On 1 September 2025, a new corporate criminal offence of “failing to prevent” fraud was introduced by the Economic Crime and Corporate Transparency Act 2023 (the “ECCTA”) which fundamentally changes the way in which companies can be prosecuted for economic crime.
How does a company commit the offence of failure to prevent offence?
Under s 199(1) of the ECCTA, a “relevant body” (meaning a body corporate or a partnership, wherever incorporated or formed) commits a failure to prevent offence if:
- it is a large organisation (discussed further below);
- a fraud offence is committed by a person associated with the organisation (i.e. an employee, agent, or other “associated person”);
- the fraud is intended to benefit (whether directly or indirectly), the organisation itself, a subsidiary, or a person to whom services are provided on the organisation’s behalf (intention is what matters here, not actual benefit); and
- the organisation did not have reasonable prevention measures in place at the time the fraud was committed (or it was not reasonable to have such prevention measures in place).
The offence is sometimes called a “quasi-strict liability” offence in the sense that once the first three of the above elements are proved, the company will be liable unless it can avail itself of the “reasonable prevention measures” defence.
What types of companies can be held liable for “failing to prevent” fraud?
The failure to prevent offence only applies to “large organisations”.
“Large organisations” are defined as those meeting any two of the following three criteria:
- more than 250 employees;
- more than £36 million turnover; and
- more than £18 million in total assets.
The offence also applies to:
- large parent organisations which meet two of the above three criteria in aggregate (when consolidated with their subsidiaries); and
- some non-UK organisations with a UK connection.
The historic offence of failing to prevent the offence of bribery
The term “failure to prevent” is of course a familiar one.

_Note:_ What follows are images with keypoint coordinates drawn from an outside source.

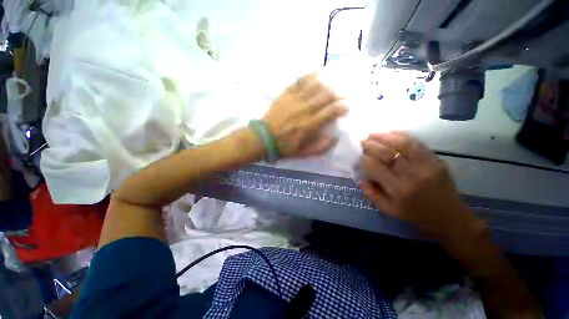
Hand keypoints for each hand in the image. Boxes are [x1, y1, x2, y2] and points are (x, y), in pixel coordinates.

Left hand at [262, 73, 347, 158]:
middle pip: (326, 95)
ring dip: (329, 81)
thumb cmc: (284, 147)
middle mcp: (304, 109)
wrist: (263, 138)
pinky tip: (318, 73)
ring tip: (337, 80)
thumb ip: (320, 147)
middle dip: (340, 93)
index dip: (343, 106)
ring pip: (315, 85)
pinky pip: (300, 81)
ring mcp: (294, 100)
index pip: (331, 111)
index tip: (347, 106)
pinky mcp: (286, 94)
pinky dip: (311, 76)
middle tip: (346, 92)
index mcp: (309, 125)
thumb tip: (335, 137)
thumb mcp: (303, 153)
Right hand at [359, 131, 479, 239]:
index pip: (375, 167)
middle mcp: (412, 175)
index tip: (360, 156)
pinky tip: (391, 133)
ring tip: (374, 134)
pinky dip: (402, 135)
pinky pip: (418, 143)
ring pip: (403, 143)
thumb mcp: (388, 210)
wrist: (449, 217)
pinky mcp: (437, 160)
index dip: (364, 159)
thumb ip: (371, 193)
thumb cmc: (415, 215)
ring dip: (385, 136)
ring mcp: (427, 165)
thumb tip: (361, 176)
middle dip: (371, 145)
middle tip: (362, 141)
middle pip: (387, 153)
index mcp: (398, 190)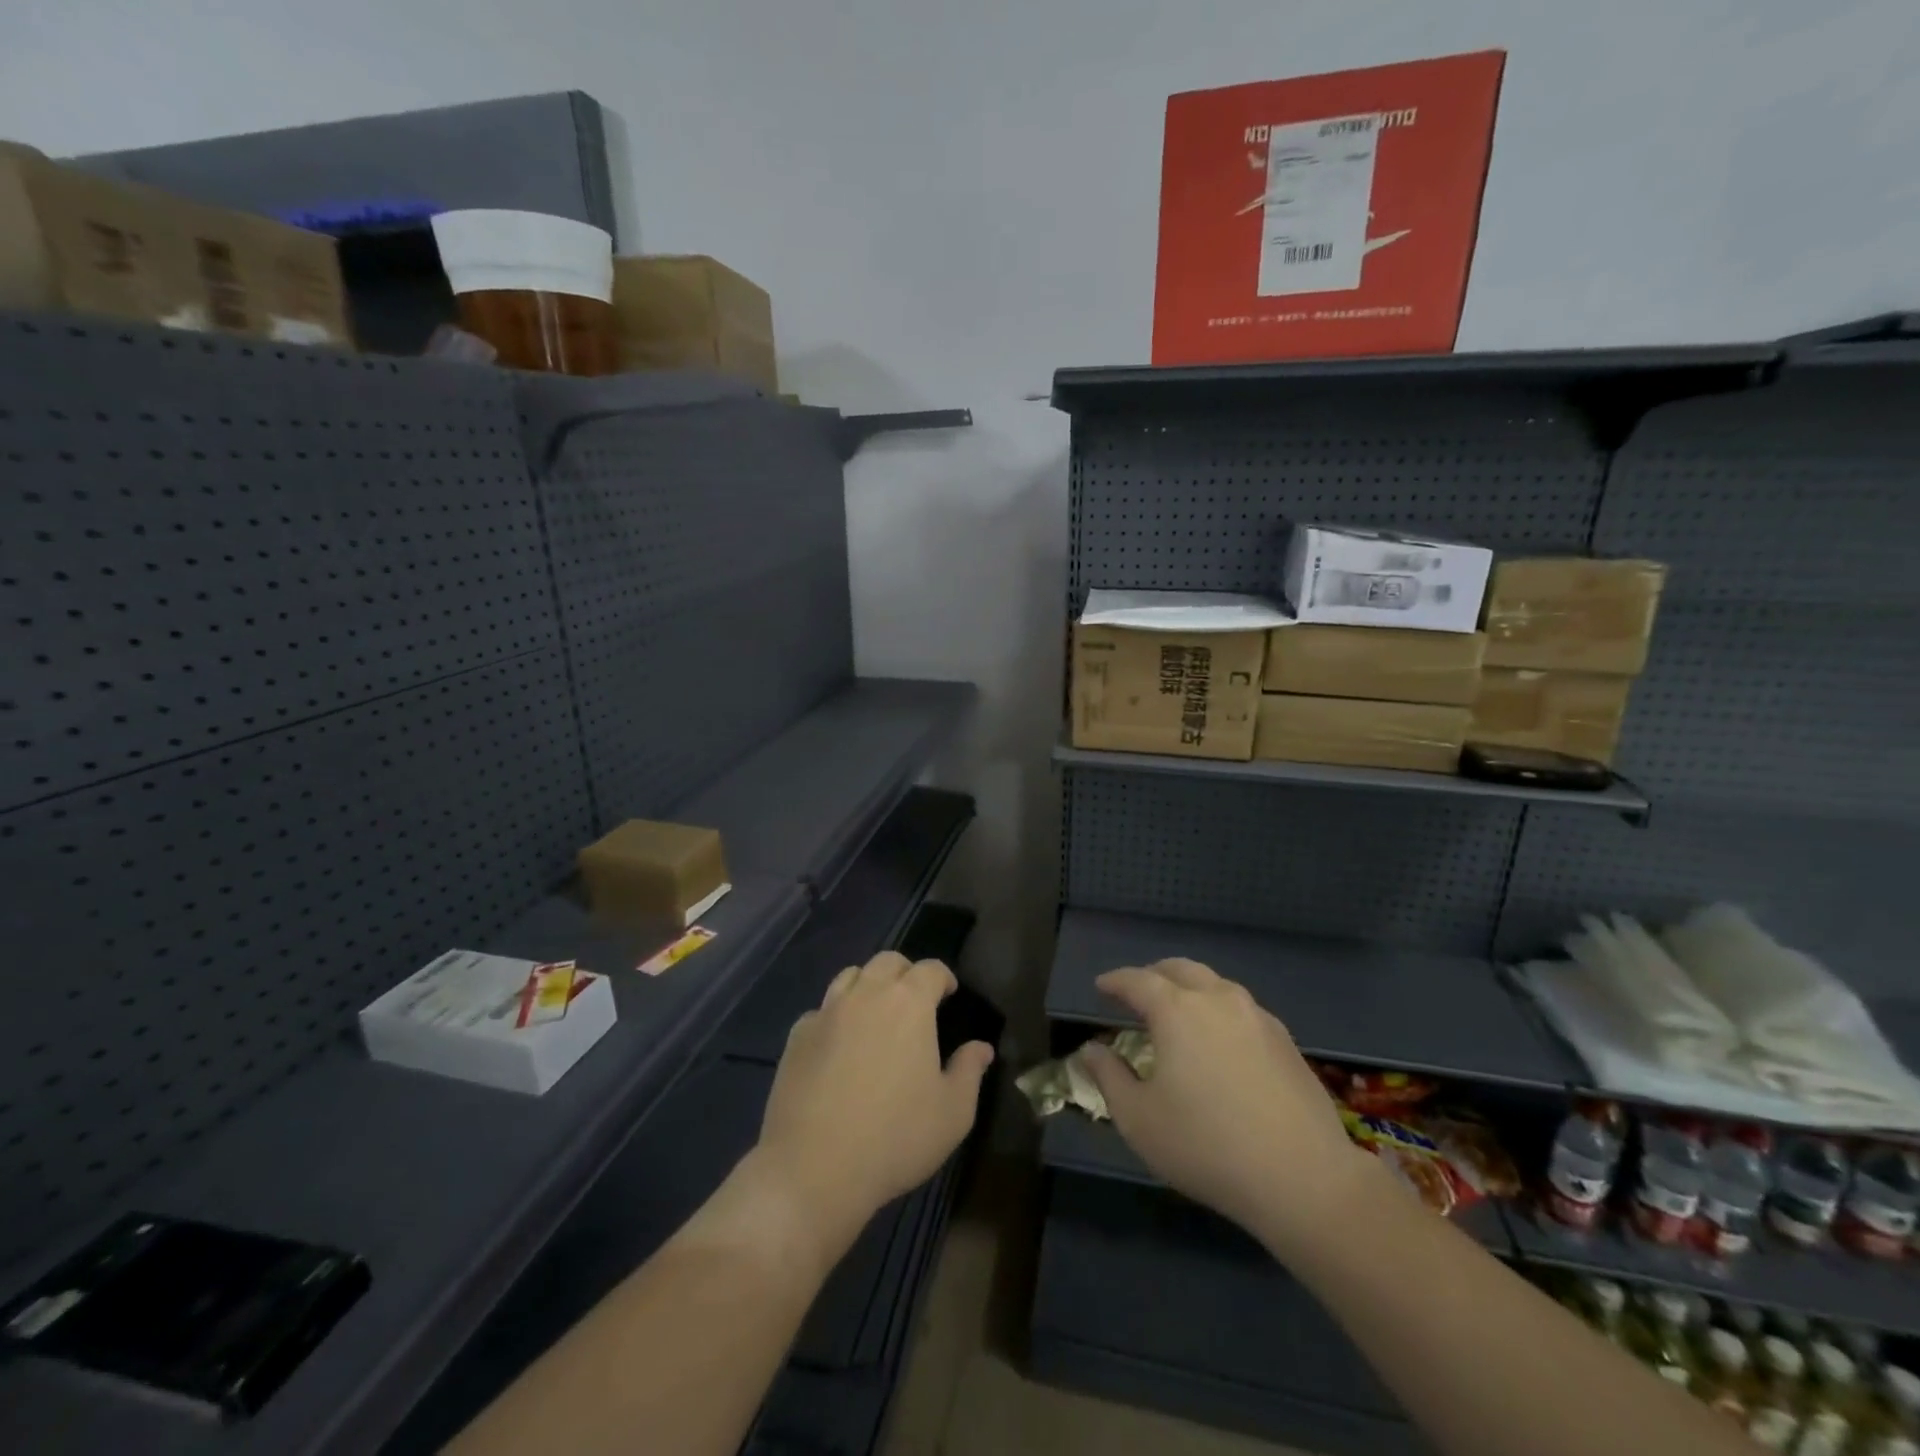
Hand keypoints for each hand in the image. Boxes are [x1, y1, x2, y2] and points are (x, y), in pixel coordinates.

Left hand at [751, 952, 993, 1261]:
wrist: (814, 1168)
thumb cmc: (895, 1137)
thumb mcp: (952, 1112)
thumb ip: (970, 1071)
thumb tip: (981, 1047)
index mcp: (909, 1003)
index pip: (930, 969)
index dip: (943, 977)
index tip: (949, 994)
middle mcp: (866, 995)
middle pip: (888, 962)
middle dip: (906, 973)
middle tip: (915, 1000)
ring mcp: (826, 1012)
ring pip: (850, 976)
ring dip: (868, 985)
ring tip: (876, 1013)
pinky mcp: (797, 1037)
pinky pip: (821, 1011)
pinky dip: (835, 1017)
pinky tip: (838, 1045)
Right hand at [1081, 959, 1379, 1257]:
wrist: (1304, 1178)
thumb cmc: (1206, 1146)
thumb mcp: (1139, 1119)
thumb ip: (1109, 1077)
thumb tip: (1092, 1049)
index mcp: (1176, 1010)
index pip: (1137, 980)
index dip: (1115, 981)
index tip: (1101, 987)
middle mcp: (1217, 999)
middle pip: (1179, 969)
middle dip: (1153, 975)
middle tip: (1136, 994)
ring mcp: (1257, 1017)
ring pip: (1215, 984)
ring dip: (1189, 989)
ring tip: (1177, 1013)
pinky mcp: (1286, 1040)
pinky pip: (1241, 1008)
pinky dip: (1219, 1010)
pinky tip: (1219, 1040)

Section 7 of the Bribery Act 2010 introduced the corporate offence “Failure to prevent bribery”. This was introduced in recognition of the fact that in large companies with complex structures and devolved decision-making authority, it is common to find no direct evidential connection between those committing bribery predicate offences, and those with requisite seniority to bind the company itself with the bribery. It recognised that corporate structures can be set up so that the most senior individuals within the organisation are insulated from the wrongdoing.
The SFO has been the main beneficiary of the failure to prevent bribery offence and having worked on two significant corruption cases at the SFO – Rolls Royce[1] and Standard Bank[2] – the writer has seen the challenges and advantages of proving both predicate offences and the ‘failure to prevent’ offence.
Extension of the failure to prevent offence beyond bribery – the implications
Section 199 of ECCTA extends the concept of failing to prevent an offence from bribery to a range of other core fraud and dishonesty offences listed in Schedule 13 of ECCTA.
These predicate fraud offences are:
- An offence under any of the following provisions of the Theft Act 1968:
- section 17 (false accounting); and section 19 (false statements by company directors etc).
- An offence under any of the following provisions of the Fraud Act 2006:
- section 1 (fraud);
- section 9 (participating in fraudulent business carried on by sole trader); and
- section 11 (obtaining services dishonestly).
- An offence of “fraudulent trading” under section 993 of the Companies Act 2006.
- The common law offence of “cheating the public revenue”; and
- Aiding and abetting any of the above offences.
This extension provides new opportunities for investigation teams and the option of a ‘failure to prevent’ offence should be at the forefront of the minds of those representing victims.
From an investigative standpoint there is nothing new here. The predicate fraud offences are tried and tested. A “failure to prevent” offence becomes relevant if the predicate offence cannot be attributed to the corporate. Section 196 explains that corporate attribution must be through a “senior manager”, defined as:
…an individual who plays a significant role in—
- the making of decisions about how the whole or a substantial part of the activities of the body corporate or (as the case may be) partnership are to be managed or organised, or
- the actual managing or organising of the whole or a substantial part of those activities.
It should be noted that this lowers the bar for attribution from that in the Bribery Act, where attribution was through an employee with a directing will and mind, generally considered to be Board level seniority.
What is the defence to failing to prevent a relevant offence?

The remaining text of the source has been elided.